ST LOUIS, MO - OCTOBER 12: Jeff Suppan throws out the ceremonial first prior to the St. Louis Cardinals hosting the Milwaukee Brewers in during Game Three of the National League Championship Series at Busch Stadium on October 12, 2011 in St Louis, Missouri. (Photo by Jamie Squire/Getty Images)
I love this bullpen, I really do, but it would be nice if one of the non-Carpenter starters on the Cardinals' roster would just turn into Jeff Suppan, already. Tony La Russa 2006 wasn't quite so quick with the hook as the 2011 model has been, but in hindsight we should have expected at least most of what we've seen so far; that year, with exactly two reliable starters on the roster, La Russa brought relievers into the sixth inning or earlier twice in the NLDS, three times in the NLCS, and once in the World Series.
Thanks to Josh Kinney and Tyler Johnson, who that fall had two of the best sliders I've ever seen a pitcher throw, it worked out pretty well, just like it has so far. Adam Wainwright threw 10 scoreless innings; even Randy Flores threw six scoreless.
La Russa was mostly careful with Jeff Weaver and Anthony Reyes, although Jeff Suppan and Chris Carpenter—the two adults in the room—were directed to early exits of their own. But Suppan's star turn against the Mets is a weird reminder that, despite this being a vastly improved rotation over that terrifying 2006 model, nobody has yet managed to make the Suppan turn. Nobody but Carpenter's shut down the other team by himself, and even he's only done it one time out of three.
Kyle Lohse, who played the Suppan role in-season, looked like he was on his way until he became the latest pitcher to go mad attempting to solve the riddle of Yuniesky Betancourt; Edwin Jackson works even slower than Suppan, and is probably the best combination of in-game durability and unlikeliness to combust.
But come on—who doesn't want it to be Jaime Garcia?

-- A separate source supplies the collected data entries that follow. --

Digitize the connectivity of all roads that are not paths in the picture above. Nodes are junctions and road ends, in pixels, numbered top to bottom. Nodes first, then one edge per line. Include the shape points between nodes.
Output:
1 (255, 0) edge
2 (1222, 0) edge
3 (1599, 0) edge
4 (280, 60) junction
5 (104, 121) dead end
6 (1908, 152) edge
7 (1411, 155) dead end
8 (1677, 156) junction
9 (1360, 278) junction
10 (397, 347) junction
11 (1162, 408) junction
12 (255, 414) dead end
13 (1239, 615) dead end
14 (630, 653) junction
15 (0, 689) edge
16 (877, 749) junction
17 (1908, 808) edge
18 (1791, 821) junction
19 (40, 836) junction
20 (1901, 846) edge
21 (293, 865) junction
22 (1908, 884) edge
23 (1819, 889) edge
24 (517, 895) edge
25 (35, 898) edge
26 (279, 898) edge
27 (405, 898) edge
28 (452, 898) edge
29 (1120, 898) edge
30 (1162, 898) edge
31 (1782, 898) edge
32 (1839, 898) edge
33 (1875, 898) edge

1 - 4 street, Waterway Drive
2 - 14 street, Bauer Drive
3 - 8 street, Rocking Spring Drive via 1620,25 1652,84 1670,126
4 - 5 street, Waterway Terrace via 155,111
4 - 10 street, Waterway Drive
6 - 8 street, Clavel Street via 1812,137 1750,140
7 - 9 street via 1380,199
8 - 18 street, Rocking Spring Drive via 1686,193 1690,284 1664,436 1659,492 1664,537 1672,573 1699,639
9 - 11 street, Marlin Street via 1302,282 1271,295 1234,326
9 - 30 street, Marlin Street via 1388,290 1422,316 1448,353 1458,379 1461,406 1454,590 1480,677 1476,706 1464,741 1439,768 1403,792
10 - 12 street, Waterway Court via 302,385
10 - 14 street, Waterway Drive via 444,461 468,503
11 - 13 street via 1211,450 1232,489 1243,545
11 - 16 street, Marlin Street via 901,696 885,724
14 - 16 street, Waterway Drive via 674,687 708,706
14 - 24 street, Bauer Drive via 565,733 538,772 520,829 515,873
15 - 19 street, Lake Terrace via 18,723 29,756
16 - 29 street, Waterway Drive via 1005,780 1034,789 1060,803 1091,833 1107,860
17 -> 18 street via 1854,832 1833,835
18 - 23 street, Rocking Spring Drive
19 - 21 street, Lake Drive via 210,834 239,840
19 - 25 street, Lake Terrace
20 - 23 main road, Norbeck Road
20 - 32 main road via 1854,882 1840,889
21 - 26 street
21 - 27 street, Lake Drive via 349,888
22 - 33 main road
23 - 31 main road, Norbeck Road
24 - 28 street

At this point I've run out of interesting things to say about Garcia, whose struggles vanish and then reappear depending on where you set the arbitrary endpoints. Since July 28 his BAbip against is .350 and his strikeout rate is down; in September, on the other hand, he pitched outstandingly (24:4 K:BB in 30 innings), finished with a 2.64 ERA, but allowed five unearned runs and got into the seventh inning twice in five attempts.
In the postseason: Home runs, all of a sudden, and mediocre peripherals, and the strange, evanescent nibbling we were treated to late in the summer.
Here's why I don't know how to deal with Jaime Garcia, and why I'm optimistic anyway: He hasn't pitched as well as his numbers, and he hasn't looked as good as his numbers. But in the absence of any compelling reason for all that, I have nothing to fall back on except his numbers.
And those were pretty great. He only averaged six innings a start, but he did it while shaving a walk per nine innings off his 2010 rate, keeping his home runs allowed down, and continuing to get a lot of ground balls. That's it; those are all the ingredients for a great pitcher. The Cardinals defense isn't the best cook, but eventually we should get something edible out of all this.